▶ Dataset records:
*-*-*

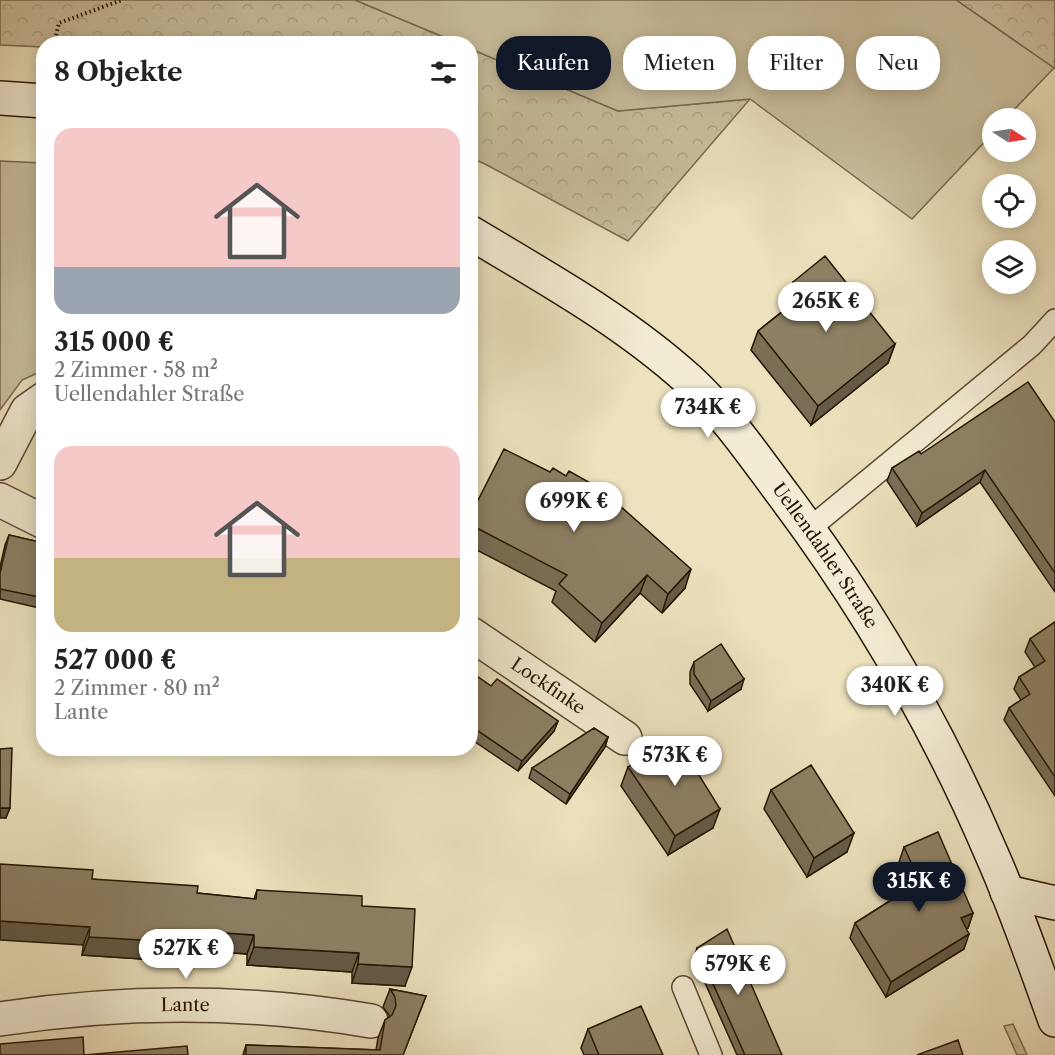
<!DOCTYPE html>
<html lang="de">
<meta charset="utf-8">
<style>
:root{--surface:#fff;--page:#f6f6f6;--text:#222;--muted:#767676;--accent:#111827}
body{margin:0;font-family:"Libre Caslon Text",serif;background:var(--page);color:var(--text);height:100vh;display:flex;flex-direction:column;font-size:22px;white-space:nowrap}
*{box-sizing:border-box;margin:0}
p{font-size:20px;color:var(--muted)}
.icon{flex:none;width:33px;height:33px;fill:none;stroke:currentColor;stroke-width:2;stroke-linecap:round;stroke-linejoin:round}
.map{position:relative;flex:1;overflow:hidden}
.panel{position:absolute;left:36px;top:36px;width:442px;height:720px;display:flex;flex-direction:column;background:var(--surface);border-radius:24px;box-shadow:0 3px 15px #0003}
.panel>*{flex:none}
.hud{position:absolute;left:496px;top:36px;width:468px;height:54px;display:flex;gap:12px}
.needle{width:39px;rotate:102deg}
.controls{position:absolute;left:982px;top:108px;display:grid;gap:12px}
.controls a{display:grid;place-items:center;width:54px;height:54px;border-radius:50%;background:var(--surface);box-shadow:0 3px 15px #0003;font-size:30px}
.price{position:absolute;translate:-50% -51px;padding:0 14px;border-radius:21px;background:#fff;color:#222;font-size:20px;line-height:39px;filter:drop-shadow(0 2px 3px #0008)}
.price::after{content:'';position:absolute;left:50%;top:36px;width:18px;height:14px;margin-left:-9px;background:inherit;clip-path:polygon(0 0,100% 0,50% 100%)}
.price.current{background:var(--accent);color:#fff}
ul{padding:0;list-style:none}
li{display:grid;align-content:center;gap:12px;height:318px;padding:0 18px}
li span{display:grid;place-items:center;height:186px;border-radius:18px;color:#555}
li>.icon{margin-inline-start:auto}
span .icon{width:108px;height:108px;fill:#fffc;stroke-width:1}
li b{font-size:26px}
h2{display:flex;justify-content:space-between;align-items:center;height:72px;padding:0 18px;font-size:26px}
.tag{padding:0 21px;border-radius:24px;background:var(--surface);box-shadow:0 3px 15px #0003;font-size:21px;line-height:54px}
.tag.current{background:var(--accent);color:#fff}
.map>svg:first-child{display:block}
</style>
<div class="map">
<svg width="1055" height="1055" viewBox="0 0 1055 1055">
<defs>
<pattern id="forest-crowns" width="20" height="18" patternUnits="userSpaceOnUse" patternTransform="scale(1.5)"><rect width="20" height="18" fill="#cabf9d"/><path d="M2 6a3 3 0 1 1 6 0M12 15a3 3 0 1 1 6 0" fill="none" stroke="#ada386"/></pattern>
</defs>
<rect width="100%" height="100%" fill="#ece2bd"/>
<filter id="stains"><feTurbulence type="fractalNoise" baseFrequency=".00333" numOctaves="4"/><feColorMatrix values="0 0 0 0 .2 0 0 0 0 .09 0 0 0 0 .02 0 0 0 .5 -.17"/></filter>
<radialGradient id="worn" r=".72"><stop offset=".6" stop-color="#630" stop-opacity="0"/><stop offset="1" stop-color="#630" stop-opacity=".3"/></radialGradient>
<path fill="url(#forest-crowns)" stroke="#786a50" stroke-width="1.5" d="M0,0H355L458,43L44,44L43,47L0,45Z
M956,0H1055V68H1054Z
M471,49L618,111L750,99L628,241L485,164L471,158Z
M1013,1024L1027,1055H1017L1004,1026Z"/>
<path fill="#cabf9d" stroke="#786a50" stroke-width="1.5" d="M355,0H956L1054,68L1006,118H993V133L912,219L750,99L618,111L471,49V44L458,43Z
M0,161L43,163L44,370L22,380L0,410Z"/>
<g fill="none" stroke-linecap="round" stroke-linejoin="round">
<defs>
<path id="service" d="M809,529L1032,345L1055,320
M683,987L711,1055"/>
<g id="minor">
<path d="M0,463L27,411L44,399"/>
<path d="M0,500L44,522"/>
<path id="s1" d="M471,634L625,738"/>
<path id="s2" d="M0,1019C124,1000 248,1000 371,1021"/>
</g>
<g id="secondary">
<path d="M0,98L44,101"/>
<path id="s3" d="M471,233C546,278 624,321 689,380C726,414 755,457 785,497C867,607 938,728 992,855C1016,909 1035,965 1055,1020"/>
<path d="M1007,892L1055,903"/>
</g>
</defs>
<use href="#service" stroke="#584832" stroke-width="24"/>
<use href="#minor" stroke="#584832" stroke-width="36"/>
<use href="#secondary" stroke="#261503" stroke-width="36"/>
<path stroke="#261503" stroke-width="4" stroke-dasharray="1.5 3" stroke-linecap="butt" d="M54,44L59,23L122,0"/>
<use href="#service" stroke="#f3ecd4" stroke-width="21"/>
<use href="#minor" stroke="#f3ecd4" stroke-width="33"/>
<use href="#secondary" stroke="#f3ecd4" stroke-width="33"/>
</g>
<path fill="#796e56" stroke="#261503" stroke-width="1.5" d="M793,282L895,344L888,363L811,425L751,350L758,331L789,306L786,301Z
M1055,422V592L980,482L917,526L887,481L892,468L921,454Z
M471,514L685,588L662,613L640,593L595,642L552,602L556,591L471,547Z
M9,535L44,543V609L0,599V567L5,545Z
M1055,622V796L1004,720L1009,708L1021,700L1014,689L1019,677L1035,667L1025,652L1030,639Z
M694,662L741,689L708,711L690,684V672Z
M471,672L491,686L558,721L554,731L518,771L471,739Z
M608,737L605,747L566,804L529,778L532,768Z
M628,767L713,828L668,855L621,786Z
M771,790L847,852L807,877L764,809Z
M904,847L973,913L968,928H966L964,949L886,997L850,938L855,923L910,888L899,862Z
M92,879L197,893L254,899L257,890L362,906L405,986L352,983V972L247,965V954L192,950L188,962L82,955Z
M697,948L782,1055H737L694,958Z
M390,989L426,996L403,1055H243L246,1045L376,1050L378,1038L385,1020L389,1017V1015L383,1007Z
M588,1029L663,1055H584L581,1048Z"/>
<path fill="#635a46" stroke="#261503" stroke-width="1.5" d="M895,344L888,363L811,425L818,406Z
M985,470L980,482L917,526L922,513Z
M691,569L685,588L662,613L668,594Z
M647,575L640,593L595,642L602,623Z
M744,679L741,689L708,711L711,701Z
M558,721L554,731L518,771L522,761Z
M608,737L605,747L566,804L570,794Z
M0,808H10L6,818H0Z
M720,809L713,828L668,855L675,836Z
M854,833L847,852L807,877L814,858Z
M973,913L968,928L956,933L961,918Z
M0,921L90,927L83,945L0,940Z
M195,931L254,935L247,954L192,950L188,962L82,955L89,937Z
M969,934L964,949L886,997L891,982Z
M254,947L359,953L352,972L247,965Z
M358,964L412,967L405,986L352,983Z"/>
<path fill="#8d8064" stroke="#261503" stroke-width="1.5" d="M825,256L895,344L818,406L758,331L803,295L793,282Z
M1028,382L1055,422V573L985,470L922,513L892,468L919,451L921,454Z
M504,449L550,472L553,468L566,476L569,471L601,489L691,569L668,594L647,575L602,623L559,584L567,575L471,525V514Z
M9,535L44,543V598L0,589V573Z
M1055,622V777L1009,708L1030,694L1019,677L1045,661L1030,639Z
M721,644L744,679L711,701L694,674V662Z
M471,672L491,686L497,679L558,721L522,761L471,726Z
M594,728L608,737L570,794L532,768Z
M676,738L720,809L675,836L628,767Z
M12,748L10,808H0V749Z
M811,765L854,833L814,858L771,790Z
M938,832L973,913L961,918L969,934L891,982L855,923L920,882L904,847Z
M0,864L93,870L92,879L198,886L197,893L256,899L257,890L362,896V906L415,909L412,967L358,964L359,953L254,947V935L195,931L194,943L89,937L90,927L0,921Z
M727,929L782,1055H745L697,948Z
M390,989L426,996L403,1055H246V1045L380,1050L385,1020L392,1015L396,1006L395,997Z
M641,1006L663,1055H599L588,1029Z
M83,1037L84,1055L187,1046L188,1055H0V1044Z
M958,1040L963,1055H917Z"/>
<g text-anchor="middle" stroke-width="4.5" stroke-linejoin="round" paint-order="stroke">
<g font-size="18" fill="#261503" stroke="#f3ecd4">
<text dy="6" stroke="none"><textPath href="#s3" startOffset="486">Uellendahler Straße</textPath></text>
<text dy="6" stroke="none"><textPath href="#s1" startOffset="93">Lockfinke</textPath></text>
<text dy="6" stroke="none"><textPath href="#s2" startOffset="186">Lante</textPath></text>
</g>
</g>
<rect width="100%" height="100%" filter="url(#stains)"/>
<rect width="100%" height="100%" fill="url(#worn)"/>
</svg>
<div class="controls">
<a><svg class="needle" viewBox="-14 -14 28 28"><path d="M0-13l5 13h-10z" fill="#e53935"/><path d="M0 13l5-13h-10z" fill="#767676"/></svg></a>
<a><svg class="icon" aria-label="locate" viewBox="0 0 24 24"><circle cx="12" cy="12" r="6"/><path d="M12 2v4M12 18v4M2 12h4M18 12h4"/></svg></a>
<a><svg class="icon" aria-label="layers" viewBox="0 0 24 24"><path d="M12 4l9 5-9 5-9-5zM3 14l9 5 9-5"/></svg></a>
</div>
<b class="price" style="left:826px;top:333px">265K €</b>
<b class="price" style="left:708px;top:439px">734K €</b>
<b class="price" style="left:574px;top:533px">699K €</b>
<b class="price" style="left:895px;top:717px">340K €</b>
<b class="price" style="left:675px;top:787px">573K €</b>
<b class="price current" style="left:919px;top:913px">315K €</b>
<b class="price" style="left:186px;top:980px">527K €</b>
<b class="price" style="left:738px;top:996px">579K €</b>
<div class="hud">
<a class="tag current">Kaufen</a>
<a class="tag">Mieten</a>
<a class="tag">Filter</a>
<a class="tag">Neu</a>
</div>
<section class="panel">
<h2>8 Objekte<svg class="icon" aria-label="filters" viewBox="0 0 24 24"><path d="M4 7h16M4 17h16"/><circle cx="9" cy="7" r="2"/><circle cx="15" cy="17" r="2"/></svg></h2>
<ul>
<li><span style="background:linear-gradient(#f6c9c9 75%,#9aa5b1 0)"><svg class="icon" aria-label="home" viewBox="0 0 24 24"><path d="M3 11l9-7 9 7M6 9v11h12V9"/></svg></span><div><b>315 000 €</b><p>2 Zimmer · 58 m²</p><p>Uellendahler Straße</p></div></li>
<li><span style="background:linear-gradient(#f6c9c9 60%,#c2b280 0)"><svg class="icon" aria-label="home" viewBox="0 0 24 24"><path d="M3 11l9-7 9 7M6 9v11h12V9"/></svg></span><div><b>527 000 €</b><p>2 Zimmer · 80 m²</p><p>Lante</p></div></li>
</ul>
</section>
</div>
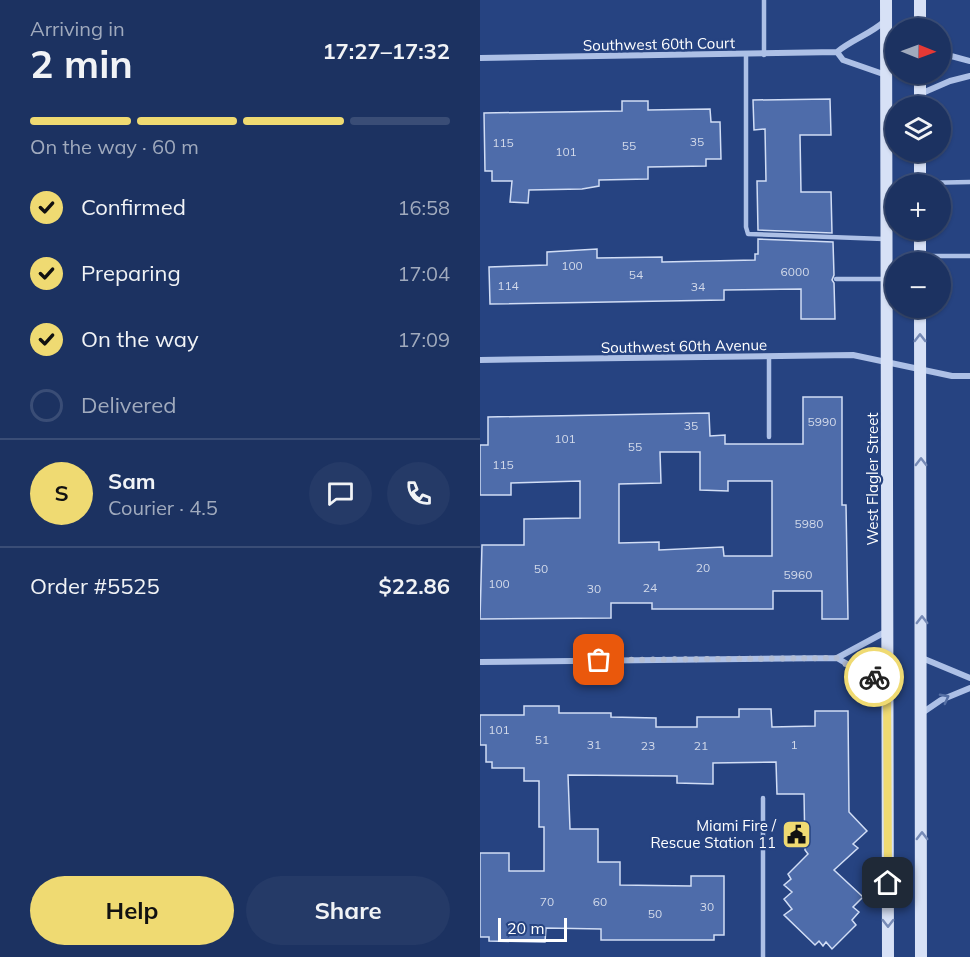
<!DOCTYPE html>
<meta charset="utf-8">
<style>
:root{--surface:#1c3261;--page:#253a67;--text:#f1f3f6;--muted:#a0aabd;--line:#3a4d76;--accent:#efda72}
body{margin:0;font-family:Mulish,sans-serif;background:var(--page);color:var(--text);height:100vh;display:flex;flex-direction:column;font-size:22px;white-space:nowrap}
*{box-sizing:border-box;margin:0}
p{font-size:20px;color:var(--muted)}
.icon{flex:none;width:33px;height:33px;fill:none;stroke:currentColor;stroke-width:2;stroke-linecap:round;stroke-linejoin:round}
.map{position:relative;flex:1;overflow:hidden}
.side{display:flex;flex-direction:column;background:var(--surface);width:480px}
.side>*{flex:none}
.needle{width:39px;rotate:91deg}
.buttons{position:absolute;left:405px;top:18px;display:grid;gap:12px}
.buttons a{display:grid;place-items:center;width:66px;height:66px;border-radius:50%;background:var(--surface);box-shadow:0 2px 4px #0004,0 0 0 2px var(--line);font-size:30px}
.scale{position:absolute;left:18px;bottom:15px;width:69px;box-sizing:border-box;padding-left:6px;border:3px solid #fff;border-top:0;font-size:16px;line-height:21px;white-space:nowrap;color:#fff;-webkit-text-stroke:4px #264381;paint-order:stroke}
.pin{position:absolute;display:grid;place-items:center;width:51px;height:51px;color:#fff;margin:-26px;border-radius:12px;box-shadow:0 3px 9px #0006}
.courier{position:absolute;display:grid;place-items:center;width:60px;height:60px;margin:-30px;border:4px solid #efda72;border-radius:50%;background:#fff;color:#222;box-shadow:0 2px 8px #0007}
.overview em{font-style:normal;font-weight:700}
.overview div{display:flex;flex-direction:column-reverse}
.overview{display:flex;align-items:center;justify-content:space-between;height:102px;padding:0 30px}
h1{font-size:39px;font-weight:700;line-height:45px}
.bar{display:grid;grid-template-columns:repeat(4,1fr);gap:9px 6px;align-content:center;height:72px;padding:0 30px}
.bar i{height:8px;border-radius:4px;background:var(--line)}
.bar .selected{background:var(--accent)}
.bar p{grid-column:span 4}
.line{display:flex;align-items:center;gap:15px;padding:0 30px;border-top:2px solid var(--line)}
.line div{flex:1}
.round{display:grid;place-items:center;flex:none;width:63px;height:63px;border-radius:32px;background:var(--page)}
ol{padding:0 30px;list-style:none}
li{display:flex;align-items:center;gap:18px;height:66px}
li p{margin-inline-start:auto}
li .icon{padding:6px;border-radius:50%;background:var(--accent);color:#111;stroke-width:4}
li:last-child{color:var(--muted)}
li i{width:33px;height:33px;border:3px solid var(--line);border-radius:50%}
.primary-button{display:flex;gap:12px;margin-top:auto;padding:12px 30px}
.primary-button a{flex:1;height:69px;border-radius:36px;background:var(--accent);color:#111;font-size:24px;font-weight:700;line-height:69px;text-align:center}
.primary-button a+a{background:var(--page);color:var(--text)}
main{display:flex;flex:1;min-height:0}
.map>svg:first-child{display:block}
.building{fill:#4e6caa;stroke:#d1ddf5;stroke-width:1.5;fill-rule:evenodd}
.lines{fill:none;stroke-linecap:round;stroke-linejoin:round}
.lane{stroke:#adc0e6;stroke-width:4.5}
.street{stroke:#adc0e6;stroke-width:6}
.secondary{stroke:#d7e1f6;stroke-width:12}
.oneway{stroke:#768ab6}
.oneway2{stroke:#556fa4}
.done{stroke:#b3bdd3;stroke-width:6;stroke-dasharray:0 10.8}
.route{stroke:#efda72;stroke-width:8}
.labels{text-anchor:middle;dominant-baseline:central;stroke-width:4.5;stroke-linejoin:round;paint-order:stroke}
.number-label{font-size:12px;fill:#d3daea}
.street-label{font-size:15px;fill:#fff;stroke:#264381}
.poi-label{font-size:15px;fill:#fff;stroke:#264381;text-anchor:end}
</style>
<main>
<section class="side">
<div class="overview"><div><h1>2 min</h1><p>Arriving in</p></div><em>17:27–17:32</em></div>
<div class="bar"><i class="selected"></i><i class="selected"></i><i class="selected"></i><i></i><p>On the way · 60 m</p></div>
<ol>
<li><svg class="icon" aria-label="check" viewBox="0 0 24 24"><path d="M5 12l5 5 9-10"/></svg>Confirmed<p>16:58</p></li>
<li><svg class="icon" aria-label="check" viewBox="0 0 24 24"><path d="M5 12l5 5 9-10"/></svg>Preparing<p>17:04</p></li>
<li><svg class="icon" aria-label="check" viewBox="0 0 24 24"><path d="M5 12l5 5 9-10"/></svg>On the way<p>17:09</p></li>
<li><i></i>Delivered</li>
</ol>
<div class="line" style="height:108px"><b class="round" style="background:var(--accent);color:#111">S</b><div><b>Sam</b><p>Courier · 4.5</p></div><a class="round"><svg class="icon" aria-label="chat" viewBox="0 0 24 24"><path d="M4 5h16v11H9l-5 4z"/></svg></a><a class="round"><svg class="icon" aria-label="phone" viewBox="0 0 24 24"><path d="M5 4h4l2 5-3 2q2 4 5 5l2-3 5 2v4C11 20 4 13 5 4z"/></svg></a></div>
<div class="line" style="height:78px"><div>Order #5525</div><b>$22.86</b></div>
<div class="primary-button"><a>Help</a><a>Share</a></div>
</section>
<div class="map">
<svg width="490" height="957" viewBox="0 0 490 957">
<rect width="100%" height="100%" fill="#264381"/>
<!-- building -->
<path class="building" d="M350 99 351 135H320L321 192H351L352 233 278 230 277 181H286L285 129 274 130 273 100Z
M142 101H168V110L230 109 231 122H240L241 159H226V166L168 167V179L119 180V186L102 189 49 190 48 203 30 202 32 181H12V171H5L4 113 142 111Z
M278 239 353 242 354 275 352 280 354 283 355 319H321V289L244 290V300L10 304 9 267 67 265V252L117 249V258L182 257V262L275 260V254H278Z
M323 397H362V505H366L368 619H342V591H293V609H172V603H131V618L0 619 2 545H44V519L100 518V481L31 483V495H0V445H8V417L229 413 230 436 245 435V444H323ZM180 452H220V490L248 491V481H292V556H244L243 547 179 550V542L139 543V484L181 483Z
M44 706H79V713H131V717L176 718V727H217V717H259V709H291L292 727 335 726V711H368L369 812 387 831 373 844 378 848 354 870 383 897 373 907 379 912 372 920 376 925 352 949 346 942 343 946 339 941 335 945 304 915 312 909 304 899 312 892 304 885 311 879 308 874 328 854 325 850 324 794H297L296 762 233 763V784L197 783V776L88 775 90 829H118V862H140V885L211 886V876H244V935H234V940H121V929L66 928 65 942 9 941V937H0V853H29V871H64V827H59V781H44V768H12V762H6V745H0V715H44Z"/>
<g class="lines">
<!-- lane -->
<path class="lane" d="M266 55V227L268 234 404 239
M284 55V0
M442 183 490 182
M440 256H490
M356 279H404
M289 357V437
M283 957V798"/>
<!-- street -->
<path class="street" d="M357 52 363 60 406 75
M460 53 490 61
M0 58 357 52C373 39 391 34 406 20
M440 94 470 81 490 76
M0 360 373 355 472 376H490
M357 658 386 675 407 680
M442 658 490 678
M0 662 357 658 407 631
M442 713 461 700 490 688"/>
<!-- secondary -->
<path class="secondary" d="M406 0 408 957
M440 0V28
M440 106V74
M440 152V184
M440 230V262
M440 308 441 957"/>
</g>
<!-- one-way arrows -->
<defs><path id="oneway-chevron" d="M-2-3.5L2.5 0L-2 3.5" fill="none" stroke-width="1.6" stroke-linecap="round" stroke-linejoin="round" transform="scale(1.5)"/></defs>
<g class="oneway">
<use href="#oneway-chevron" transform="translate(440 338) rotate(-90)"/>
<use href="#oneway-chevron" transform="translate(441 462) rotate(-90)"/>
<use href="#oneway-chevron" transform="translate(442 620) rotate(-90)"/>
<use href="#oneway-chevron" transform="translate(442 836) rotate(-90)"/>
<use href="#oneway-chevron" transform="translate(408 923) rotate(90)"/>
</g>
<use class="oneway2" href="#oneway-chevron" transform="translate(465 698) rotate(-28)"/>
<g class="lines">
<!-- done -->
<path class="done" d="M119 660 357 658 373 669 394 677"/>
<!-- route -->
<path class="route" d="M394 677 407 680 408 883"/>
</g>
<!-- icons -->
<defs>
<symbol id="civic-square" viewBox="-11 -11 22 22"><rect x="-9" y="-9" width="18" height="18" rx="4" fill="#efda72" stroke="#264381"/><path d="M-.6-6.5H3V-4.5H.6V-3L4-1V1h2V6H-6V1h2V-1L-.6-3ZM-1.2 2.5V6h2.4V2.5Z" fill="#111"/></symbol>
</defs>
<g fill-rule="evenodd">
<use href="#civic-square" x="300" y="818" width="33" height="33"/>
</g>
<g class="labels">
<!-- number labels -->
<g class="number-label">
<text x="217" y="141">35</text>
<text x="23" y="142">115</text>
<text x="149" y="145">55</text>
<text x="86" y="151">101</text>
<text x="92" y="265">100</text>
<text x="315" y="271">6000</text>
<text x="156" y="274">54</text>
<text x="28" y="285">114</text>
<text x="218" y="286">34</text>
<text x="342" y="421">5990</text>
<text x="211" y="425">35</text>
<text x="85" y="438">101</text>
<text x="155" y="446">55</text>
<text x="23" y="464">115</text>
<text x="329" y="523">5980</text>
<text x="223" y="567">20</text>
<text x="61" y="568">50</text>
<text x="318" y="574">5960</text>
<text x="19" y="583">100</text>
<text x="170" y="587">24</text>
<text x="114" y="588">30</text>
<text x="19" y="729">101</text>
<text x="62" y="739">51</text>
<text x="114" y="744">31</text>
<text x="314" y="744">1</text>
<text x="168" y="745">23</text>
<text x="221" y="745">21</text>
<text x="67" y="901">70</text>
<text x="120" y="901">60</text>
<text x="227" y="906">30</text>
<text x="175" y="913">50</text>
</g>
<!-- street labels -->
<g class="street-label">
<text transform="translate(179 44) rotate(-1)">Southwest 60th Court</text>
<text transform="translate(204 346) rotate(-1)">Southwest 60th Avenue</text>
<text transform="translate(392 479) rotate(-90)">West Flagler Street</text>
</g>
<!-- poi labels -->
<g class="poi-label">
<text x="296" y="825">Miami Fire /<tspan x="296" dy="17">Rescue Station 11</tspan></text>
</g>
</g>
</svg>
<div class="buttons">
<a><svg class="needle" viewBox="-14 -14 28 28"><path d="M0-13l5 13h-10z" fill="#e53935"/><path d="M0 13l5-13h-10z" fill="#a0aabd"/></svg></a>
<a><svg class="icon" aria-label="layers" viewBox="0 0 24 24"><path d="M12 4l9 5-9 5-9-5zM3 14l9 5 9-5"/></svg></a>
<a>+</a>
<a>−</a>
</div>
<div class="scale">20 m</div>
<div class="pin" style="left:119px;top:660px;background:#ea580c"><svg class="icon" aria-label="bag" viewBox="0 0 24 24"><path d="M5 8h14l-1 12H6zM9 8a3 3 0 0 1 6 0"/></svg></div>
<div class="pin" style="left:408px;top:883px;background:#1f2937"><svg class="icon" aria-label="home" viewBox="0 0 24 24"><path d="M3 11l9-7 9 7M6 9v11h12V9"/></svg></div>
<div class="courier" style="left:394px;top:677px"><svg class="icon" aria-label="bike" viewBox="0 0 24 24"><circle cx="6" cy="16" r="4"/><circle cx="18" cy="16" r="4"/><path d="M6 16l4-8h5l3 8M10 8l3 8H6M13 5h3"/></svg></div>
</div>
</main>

*-*-*

▶ What is being asked: What lines of the data include the word "overview"? Copy each of them.

▶ Written solution:
.overview em{font-style:normal;font-weight:700}
.overview div{display:flex;flex-direction:column-reverse}
.overview{display:flex;align-items:center;justify-content:space-between;height:102px;padding:0 30px}
<div class="overview"><div><h1>2 min</h1><p>Arriving in</p></div><em>17:27–17:32</em></div>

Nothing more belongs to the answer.